* Aim of the exercise: Type out the data again, word for word and in full.
── Given records ──
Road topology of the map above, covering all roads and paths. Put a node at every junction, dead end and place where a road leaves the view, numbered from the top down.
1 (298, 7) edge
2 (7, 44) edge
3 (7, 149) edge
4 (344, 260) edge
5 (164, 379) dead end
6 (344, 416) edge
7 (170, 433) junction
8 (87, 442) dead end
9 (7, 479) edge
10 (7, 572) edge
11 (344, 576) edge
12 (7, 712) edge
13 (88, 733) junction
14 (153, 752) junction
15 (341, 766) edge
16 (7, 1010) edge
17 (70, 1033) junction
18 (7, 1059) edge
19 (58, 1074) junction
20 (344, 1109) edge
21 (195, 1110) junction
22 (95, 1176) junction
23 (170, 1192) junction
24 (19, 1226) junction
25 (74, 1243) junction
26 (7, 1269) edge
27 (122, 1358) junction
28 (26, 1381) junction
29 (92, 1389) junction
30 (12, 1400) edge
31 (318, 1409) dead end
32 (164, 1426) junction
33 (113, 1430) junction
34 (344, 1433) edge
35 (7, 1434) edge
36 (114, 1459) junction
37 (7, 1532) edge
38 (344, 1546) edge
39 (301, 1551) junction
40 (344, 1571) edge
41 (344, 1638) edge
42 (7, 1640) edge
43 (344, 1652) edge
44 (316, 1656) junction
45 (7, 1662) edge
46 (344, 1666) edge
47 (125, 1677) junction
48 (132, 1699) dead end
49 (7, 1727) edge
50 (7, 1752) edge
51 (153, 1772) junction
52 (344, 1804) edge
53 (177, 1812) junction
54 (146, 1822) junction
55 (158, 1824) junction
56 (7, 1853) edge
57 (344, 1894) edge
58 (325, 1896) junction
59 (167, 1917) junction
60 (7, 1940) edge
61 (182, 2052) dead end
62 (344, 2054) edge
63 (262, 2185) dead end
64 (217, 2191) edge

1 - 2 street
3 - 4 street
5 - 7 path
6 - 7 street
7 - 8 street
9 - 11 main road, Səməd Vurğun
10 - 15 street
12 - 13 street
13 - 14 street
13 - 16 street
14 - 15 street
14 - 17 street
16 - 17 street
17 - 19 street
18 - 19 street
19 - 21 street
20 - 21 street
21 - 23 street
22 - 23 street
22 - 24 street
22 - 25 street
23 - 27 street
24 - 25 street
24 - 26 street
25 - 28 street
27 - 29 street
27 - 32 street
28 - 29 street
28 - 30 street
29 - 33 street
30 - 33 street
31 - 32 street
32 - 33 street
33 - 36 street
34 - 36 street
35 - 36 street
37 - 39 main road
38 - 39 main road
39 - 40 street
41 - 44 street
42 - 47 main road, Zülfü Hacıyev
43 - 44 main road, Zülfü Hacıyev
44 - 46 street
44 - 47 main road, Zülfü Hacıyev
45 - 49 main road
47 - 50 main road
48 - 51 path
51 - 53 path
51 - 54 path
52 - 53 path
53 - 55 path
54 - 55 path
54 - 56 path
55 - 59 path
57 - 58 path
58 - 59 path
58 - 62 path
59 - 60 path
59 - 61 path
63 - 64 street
───
* Solution:
Road topology of the map above, covering all roads and paths. Put a node at every junction, dead end and place where a road leaves the view, numbered from the top down.
1 (298, 7) edge
2 (7, 44) edge
3 (7, 149) edge
4 (344, 260) edge
5 (164, 379) dead end
6 (344, 416) edge
7 (170, 433) junction
8 (87, 442) dead end
9 (7, 479) edge
10 (7, 572) edge
11 (344, 576) edge
12 (7, 712) edge
13 (88, 733) junction
14 (153, 752) junction
15 (341, 766) edge
16 (7, 1010) edge
17 (70, 1033) junction
18 (7, 1059) edge
19 (58, 1074) junction
20 (344, 1109) edge
21 (195, 1110) junction
22 (95, 1176) junction
23 (170, 1192) junction
24 (19, 1226) junction
25 (74, 1243) junction
26 (7, 1269) edge
27 (122, 1358) junction
28 (26, 1381) junction
29 (92, 1389) junction
30 (12, 1400) edge
31 (318, 1409) dead end
32 (164, 1426) junction
33 (113, 1430) junction
34 (344, 1433) edge
35 (7, 1434) edge
36 (114, 1459) junction
37 (7, 1532) edge
38 (344, 1546) edge
39 (301, 1551) junction
40 (344, 1571) edge
41 (344, 1638) edge
42 (7, 1640) edge
43 (344, 1652) edge
44 (316, 1656) junction
45 (7, 1662) edge
46 (344, 1666) edge
47 (125, 1677) junction
48 (132, 1699) dead end
49 (7, 1727) edge
50 (7, 1752) edge
51 (153, 1772) junction
52 (344, 1804) edge
53 (177, 1812) junction
54 (146, 1822) junction
55 (158, 1824) junction
56 (7, 1853) edge
57 (344, 1894) edge
58 (325, 1896) junction
59 (167, 1917) junction
60 (7, 1940) edge
61 (182, 2052) dead end
62 (344, 2054) edge
63 (262, 2185) dead end
64 (217, 2191) edge

1 - 2 street
3 - 4 street
5 - 7 path
6 - 7 street
7 - 8 street
9 - 11 main road, Səməd Vurğun
10 - 15 street
12 - 13 street
13 - 14 street
13 - 16 street
14 - 15 street
14 - 17 street
16 - 17 street
17 - 19 street
18 - 19 street
19 - 21 street
20 - 21 street
21 - 23 street
22 - 23 street
22 - 24 street
22 - 25 street
23 - 27 street
24 - 25 street
24 - 26 street
25 - 28 street
27 - 29 street
27 - 32 street
28 - 29 street
28 - 30 street
29 - 33 street
30 - 33 street
31 - 32 street
32 - 33 street
33 - 36 street
34 - 36 street
35 - 36 street
37 - 39 main road
38 - 39 main road
39 - 40 street
41 - 44 street
42 - 47 main road, Zülfü Hacıyev
43 - 44 main road, Zülfü Hacıyev
44 - 46 street
44 - 47 main road, Zülfü Hacıyev
45 - 49 main road
47 - 50 main road
48 - 51 path
51 - 53 path
51 - 54 path
52 - 53 path
53 - 55 path
54 - 55 path
54 - 56 path
55 - 59 path
57 - 58 path
58 - 59 path
58 - 62 path
59 - 60 path
59 - 61 path
63 - 64 street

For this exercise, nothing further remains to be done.